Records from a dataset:
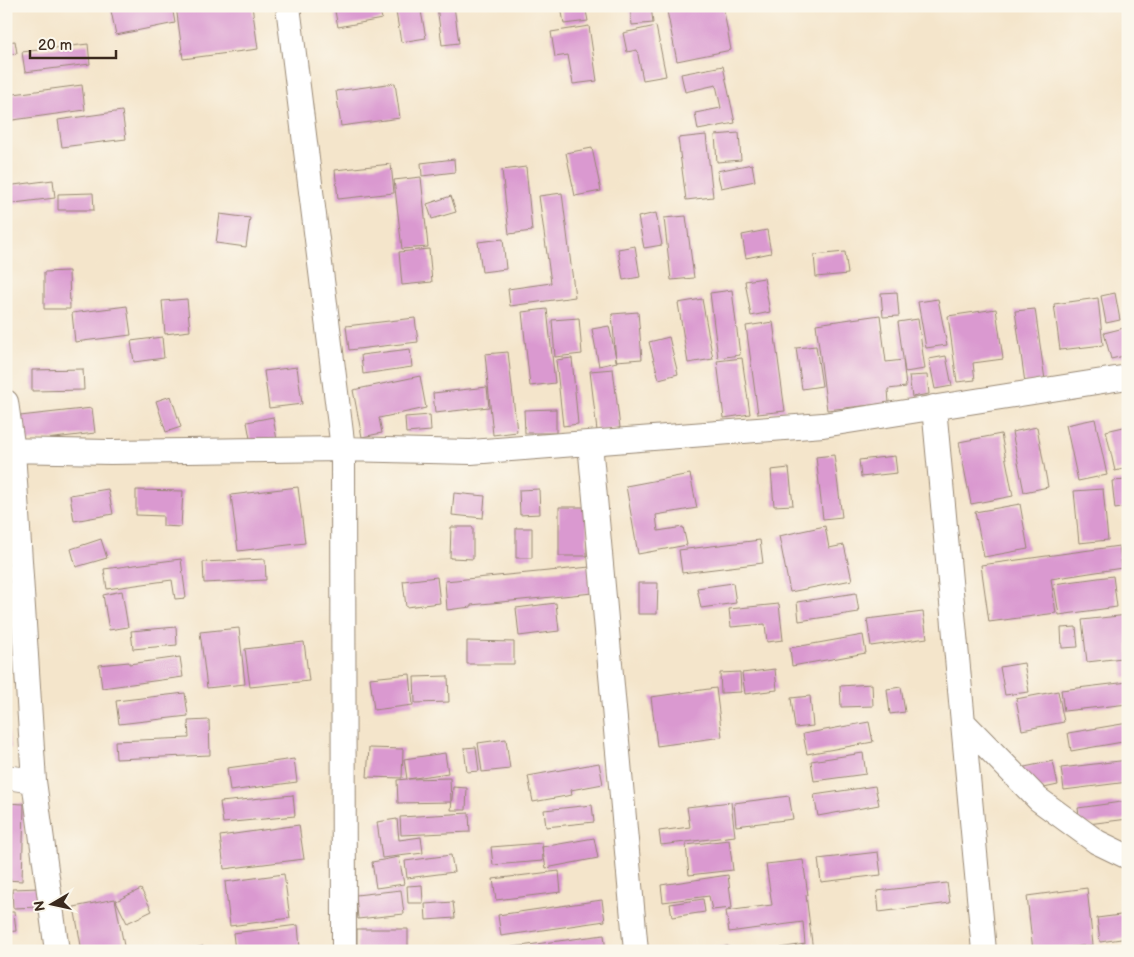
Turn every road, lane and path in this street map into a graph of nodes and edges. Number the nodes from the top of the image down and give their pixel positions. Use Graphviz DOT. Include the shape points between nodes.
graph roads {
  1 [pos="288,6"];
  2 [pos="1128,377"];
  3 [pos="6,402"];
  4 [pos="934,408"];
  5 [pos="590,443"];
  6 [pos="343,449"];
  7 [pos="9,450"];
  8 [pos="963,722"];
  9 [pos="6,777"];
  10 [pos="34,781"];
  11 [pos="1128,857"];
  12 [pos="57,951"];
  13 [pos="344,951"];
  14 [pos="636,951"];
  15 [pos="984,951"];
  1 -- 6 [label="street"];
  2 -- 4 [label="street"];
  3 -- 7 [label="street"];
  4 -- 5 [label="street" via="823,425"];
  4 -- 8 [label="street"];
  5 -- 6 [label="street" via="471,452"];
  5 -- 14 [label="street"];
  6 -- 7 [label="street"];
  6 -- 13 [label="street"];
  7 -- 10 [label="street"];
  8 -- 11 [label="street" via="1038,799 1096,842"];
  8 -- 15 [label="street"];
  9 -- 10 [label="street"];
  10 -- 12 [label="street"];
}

Exercise: Word for word, write out each of the records, but not the pictures.

Answer box:
Turn every road, lane and path in this street map into a graph of nodes and edges. Number the nodes from the top of the image down and give their pixel positions. Use Graphviz DOT. Include the shape points between nodes.
graph roads {
  1 [pos="288,6"];
  2 [pos="1128,377"];
  3 [pos="6,402"];
  4 [pos="934,408"];
  5 [pos="590,443"];
  6 [pos="343,449"];
  7 [pos="9,450"];
  8 [pos="963,722"];
  9 [pos="6,777"];
  10 [pos="34,781"];
  11 [pos="1128,857"];
  12 [pos="57,951"];
  13 [pos="344,951"];
  14 [pos="636,951"];
  15 [pos="984,951"];
  1 -- 6 [label="street"];
  2 -- 4 [label="street"];
  3 -- 7 [label="street"];
  4 -- 5 [label="street" via="823,425"];
  4 -- 8 [label="street"];
  5 -- 6 [label="street" via="471,452"];
  5 -- 14 [label="street"];
  6 -- 7 [label="street"];
  6 -- 13 [label="street"];
  7 -- 10 [label="street"];
  8 -- 11 [label="street" via="1038,799 1096,842"];
  8 -- 15 [label="street"];
  9 -- 10 [label="street"];
  10 -- 12 [label="street"];
}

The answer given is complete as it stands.